Print the whole listing exactly as it appears, but skip the pictures.

= Beginning of Section =

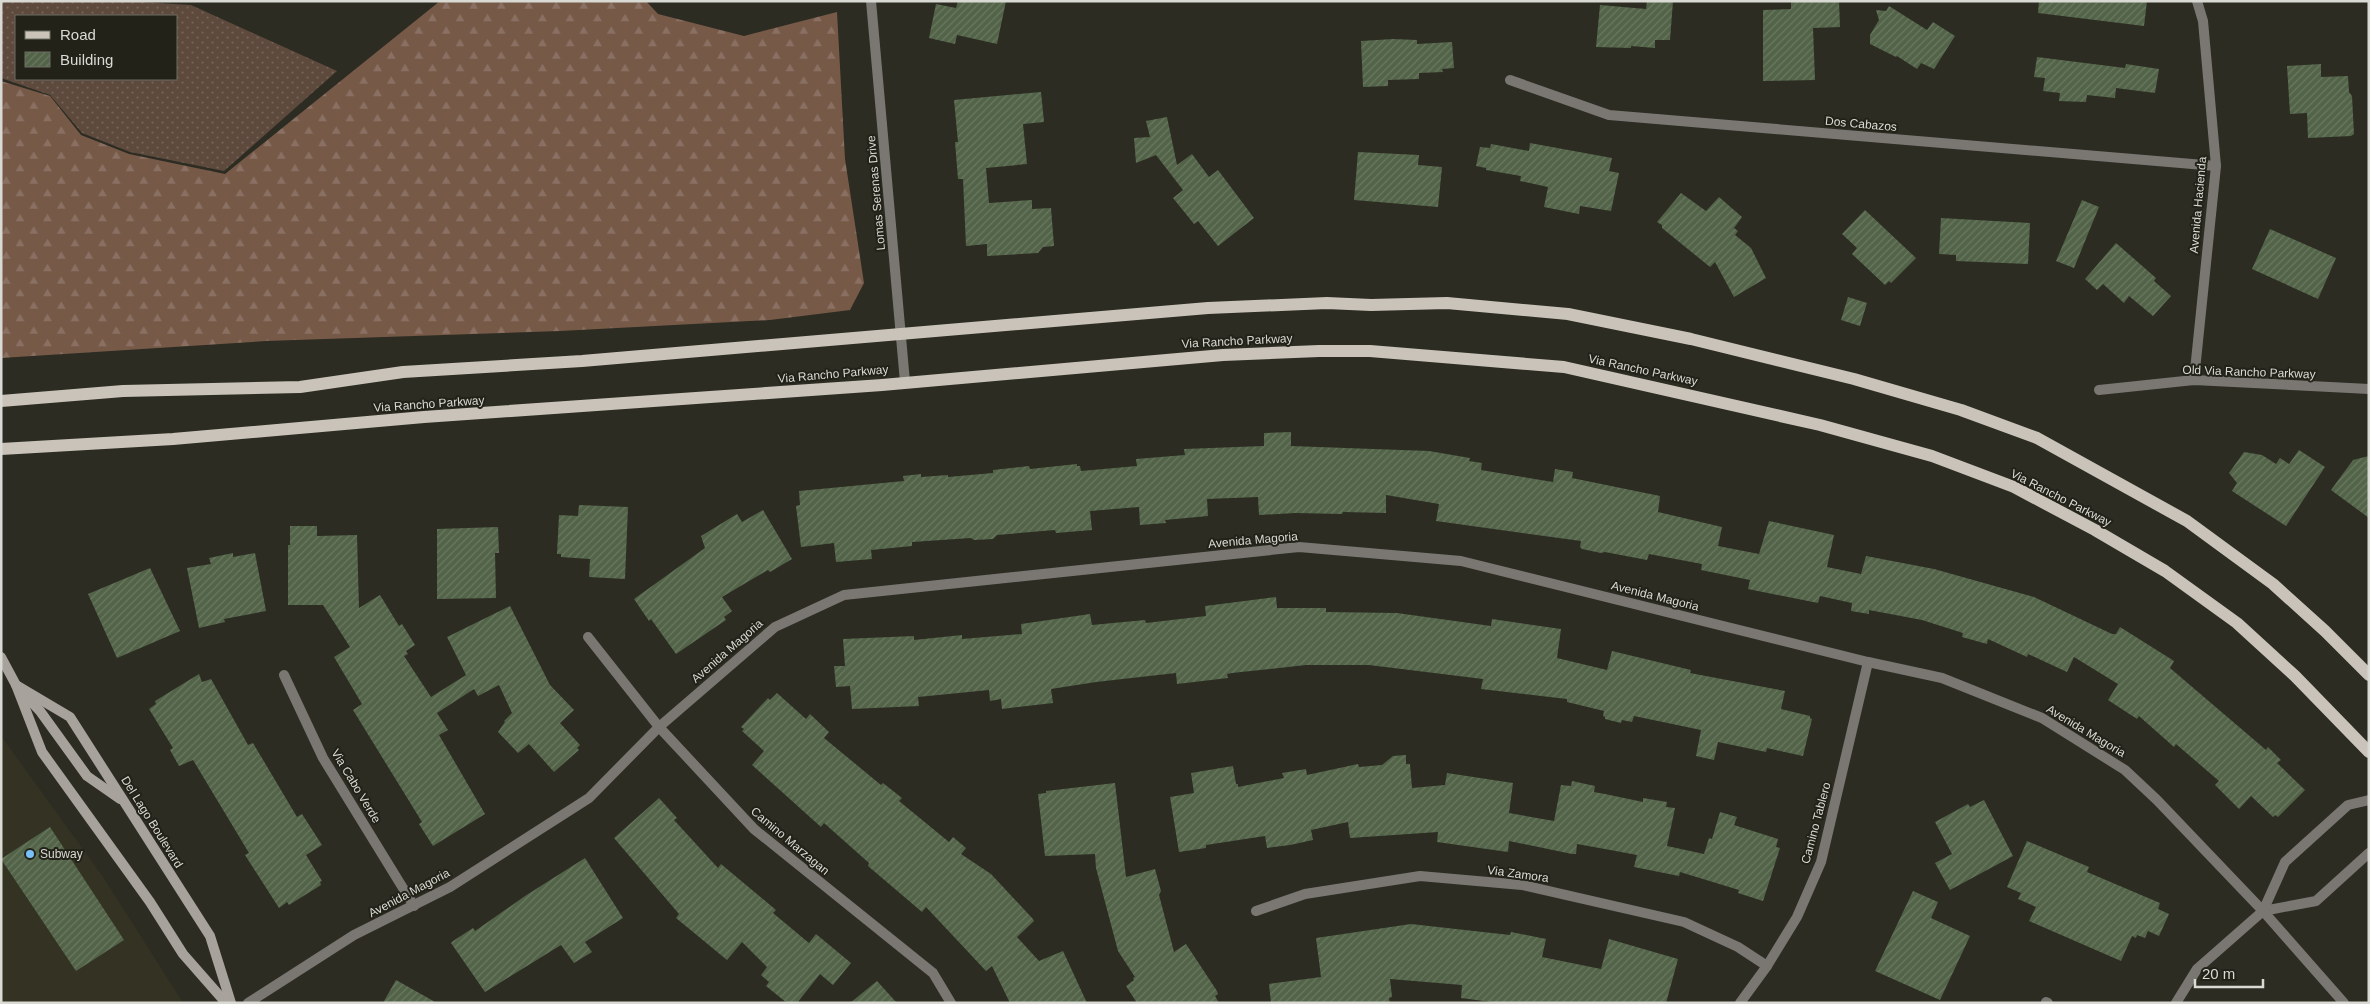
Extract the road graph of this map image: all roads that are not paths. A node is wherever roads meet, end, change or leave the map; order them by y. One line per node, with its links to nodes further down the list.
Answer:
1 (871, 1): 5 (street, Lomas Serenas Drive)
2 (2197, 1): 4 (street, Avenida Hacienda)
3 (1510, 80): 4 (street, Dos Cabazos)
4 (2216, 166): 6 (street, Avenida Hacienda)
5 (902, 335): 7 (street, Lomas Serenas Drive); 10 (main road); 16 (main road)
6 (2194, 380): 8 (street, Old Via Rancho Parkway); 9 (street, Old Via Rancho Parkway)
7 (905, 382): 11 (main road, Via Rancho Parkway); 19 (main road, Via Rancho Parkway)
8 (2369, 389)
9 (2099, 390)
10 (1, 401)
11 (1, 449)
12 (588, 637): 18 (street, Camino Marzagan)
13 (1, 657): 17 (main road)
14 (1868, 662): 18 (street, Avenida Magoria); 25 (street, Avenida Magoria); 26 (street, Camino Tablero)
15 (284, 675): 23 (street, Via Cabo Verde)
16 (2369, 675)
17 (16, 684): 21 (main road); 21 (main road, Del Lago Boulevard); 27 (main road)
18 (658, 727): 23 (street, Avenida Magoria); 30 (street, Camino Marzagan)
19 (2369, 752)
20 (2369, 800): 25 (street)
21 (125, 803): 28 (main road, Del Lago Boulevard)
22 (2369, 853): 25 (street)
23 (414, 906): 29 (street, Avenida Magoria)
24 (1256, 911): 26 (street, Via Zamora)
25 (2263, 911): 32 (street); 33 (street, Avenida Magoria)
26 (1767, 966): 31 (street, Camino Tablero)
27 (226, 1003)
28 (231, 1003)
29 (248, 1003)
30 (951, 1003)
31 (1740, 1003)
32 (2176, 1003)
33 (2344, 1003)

= End of Section =

**ANSWER TO THE PROBLEM**:
Extract the road graph of this map image: all roads that are not paths. A node is wherever roads meet, end, change or leave the map; order them by y. One line per node, with its links to nodes further down the list.
Answer:
1 (871, 1): 5 (street, Lomas Serenas Drive)
2 (2197, 1): 4 (street, Avenida Hacienda)
3 (1510, 80): 4 (street, Dos Cabazos)
4 (2216, 166): 6 (street, Avenida Hacienda)
5 (902, 335): 7 (street, Lomas Serenas Drive); 10 (main road); 16 (main road)
6 (2194, 380): 8 (street, Old Via Rancho Parkway); 9 (street, Old Via Rancho Parkway)
7 (905, 382): 11 (main road, Via Rancho Parkway); 19 (main road, Via Rancho Parkway)
8 (2369, 389)
9 (2099, 390)
10 (1, 401)
11 (1, 449)
12 (588, 637): 18 (street, Camino Marzagan)
13 (1, 657): 17 (main road)
14 (1868, 662): 18 (street, Avenida Magoria); 25 (street, Avenida Magoria); 26 (street, Camino Tablero)
15 (284, 675): 23 (street, Via Cabo Verde)
16 (2369, 675)
17 (16, 684): 21 (main road); 21 (main road, Del Lago Boulevard); 27 (main road)
18 (658, 727): 23 (street, Avenida Magoria); 30 (street, Camino Marzagan)
19 (2369, 752)
20 (2369, 800): 25 (street)
21 (125, 803): 28 (main road, Del Lago Boulevard)
22 (2369, 853): 25 (street)
23 (414, 906): 29 (street, Avenida Magoria)
24 (1256, 911): 26 (street, Via Zamora)
25 (2263, 911): 32 (street); 33 (street, Avenida Magoria)
26 (1767, 966): 31 (street, Camino Tablero)
27 (226, 1003)
28 (231, 1003)
29 (248, 1003)
30 (951, 1003)
31 (1740, 1003)
32 (2176, 1003)
33 (2344, 1003)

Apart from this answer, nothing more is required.